Every line below that holds "Left" must be copied.
══ Study material
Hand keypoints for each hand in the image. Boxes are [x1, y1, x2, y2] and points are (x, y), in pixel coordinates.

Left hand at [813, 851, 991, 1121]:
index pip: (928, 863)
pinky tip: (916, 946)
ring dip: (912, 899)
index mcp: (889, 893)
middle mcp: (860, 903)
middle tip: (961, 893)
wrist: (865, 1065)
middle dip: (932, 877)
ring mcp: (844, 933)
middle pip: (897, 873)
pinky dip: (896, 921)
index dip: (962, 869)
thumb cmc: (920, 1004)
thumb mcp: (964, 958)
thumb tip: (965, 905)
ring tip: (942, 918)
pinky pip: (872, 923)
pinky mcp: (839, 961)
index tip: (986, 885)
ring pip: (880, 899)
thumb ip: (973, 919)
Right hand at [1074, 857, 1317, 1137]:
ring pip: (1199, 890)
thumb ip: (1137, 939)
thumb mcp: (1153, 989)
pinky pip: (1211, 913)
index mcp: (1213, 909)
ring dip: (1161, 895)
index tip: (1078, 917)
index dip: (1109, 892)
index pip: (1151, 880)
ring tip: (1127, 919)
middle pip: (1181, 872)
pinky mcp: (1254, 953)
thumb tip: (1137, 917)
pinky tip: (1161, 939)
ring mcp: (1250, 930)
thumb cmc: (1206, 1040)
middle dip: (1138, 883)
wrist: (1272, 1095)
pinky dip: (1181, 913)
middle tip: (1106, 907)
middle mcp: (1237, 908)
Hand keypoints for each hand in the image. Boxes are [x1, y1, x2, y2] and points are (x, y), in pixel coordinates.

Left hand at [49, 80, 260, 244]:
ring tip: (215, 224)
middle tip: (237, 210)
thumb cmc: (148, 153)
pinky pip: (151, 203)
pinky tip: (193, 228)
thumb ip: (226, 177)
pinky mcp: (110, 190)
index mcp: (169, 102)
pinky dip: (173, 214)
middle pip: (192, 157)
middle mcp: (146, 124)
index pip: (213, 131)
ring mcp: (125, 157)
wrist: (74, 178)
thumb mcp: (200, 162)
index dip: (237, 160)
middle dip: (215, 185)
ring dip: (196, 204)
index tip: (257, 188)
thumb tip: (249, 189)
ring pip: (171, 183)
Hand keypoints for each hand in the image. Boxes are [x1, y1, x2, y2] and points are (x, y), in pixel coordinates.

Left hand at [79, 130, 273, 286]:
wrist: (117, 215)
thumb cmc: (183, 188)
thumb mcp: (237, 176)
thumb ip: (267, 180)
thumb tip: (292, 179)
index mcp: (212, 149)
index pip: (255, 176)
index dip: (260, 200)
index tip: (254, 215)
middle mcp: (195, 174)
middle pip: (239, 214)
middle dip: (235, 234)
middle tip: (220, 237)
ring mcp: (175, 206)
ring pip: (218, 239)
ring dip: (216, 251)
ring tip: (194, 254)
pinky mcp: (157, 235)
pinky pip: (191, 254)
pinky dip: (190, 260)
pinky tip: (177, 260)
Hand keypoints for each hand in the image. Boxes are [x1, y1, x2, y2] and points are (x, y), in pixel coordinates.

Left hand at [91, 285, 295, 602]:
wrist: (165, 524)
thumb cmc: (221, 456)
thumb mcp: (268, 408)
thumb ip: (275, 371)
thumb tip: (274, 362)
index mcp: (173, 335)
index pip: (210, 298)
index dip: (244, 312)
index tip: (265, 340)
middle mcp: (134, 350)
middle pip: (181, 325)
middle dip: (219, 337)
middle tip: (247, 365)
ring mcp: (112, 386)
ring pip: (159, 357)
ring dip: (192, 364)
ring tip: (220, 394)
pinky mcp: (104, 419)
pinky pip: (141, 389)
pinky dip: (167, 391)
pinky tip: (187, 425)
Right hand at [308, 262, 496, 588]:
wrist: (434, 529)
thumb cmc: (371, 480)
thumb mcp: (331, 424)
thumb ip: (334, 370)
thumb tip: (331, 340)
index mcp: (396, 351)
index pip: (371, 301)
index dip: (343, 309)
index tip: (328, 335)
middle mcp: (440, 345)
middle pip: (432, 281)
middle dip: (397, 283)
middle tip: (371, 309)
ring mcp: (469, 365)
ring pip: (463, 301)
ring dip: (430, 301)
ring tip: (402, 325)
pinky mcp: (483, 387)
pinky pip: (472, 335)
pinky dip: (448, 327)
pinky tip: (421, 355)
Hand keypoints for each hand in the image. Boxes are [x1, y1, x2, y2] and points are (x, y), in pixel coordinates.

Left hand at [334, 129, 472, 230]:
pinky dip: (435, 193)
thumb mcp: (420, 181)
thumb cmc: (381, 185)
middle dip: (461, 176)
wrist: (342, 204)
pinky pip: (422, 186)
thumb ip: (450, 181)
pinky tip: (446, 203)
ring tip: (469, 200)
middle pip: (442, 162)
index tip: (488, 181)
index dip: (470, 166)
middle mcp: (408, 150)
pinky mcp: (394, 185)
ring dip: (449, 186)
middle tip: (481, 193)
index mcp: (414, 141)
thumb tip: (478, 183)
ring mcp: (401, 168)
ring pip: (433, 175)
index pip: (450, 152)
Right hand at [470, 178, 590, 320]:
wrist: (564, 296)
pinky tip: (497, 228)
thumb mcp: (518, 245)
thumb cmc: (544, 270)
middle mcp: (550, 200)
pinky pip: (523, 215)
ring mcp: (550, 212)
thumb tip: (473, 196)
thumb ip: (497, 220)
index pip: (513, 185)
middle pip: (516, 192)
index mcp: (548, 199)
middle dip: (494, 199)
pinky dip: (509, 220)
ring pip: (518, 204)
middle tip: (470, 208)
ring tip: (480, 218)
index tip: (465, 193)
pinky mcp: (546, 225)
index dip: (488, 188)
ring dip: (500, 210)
════
§ Expected answer
Left hand at [813, 851, 991, 1121]:
Left hand at [49, 80, 260, 244]:
Left hand at [79, 130, 273, 286]:
Left hand at [91, 285, 295, 602]:
Left hand at [334, 129, 472, 230]:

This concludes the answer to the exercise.